*** Opening of RECORD EXCERPTS ***
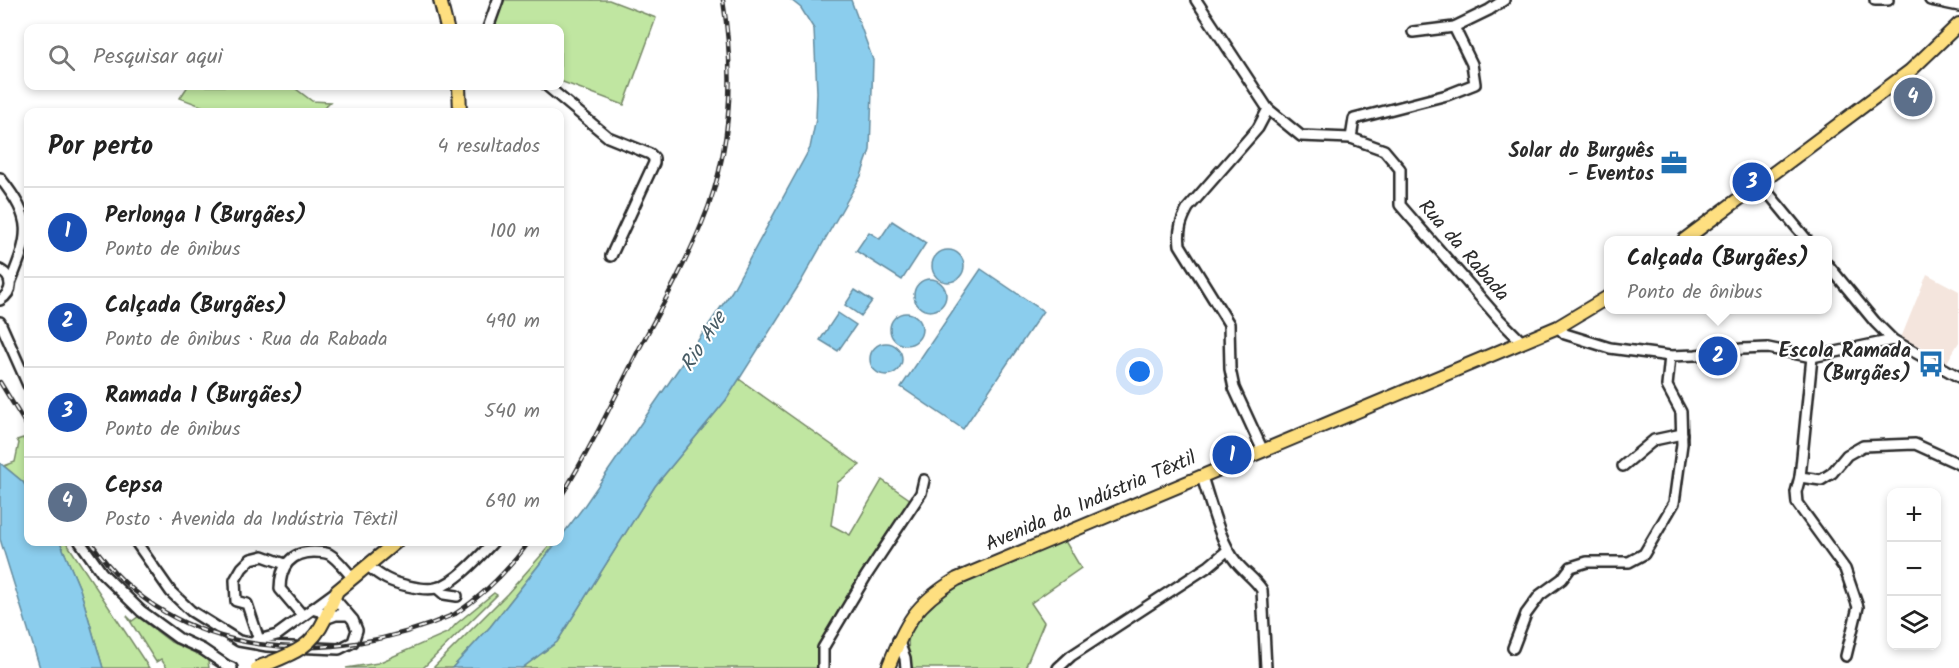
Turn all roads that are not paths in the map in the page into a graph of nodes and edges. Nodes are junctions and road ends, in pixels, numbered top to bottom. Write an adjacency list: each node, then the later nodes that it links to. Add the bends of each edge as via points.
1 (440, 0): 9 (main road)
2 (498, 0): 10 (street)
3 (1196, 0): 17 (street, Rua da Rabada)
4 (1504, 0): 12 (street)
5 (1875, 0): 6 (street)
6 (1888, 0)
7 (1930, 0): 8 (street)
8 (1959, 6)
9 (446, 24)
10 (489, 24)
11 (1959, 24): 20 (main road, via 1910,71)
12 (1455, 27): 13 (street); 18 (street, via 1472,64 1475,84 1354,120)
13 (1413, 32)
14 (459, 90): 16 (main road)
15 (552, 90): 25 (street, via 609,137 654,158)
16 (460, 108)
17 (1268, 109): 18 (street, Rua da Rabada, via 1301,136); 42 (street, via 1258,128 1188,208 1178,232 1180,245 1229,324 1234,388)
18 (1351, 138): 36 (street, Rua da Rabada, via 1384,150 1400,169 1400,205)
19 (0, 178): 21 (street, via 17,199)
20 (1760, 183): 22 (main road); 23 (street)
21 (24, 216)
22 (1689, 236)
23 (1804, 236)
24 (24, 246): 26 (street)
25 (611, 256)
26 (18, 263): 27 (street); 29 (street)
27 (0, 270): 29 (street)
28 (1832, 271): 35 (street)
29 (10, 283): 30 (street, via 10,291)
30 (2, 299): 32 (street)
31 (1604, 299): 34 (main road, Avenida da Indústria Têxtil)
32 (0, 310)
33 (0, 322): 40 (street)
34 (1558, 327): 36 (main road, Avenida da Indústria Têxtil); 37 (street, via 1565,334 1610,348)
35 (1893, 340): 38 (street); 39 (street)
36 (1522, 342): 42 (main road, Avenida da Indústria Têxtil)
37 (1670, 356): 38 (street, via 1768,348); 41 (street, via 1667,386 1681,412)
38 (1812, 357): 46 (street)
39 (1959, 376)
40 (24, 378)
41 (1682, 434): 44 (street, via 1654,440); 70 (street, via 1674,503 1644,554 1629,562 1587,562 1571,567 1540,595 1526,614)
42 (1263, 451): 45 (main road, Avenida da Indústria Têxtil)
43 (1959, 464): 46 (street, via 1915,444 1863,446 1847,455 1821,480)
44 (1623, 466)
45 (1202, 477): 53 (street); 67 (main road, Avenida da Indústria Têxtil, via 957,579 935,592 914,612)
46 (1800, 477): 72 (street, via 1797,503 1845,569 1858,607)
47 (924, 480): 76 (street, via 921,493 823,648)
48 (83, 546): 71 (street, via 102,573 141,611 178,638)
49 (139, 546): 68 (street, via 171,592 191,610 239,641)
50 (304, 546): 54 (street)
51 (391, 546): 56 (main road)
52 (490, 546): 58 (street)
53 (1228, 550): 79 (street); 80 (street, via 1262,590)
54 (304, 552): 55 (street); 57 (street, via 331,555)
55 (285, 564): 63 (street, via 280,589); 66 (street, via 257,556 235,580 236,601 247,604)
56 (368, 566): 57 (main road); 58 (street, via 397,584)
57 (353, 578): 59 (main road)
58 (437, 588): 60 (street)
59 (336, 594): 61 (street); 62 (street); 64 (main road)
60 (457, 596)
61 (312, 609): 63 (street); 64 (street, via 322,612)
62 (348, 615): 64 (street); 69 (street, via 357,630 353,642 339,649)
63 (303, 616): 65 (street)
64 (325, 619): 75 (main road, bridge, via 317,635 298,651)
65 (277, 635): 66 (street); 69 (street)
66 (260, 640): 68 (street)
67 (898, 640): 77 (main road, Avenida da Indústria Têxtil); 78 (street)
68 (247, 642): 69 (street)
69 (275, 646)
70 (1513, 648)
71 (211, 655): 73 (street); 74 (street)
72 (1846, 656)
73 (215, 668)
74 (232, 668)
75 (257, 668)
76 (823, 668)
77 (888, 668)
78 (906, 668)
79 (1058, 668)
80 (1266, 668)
*** Close of RECORD EXCERPTS ***
TASK TO CARRY OUT>
Some lines of the records may contain the string "Rabada". State how many do, as a number alone.

TASK ANSWER>
3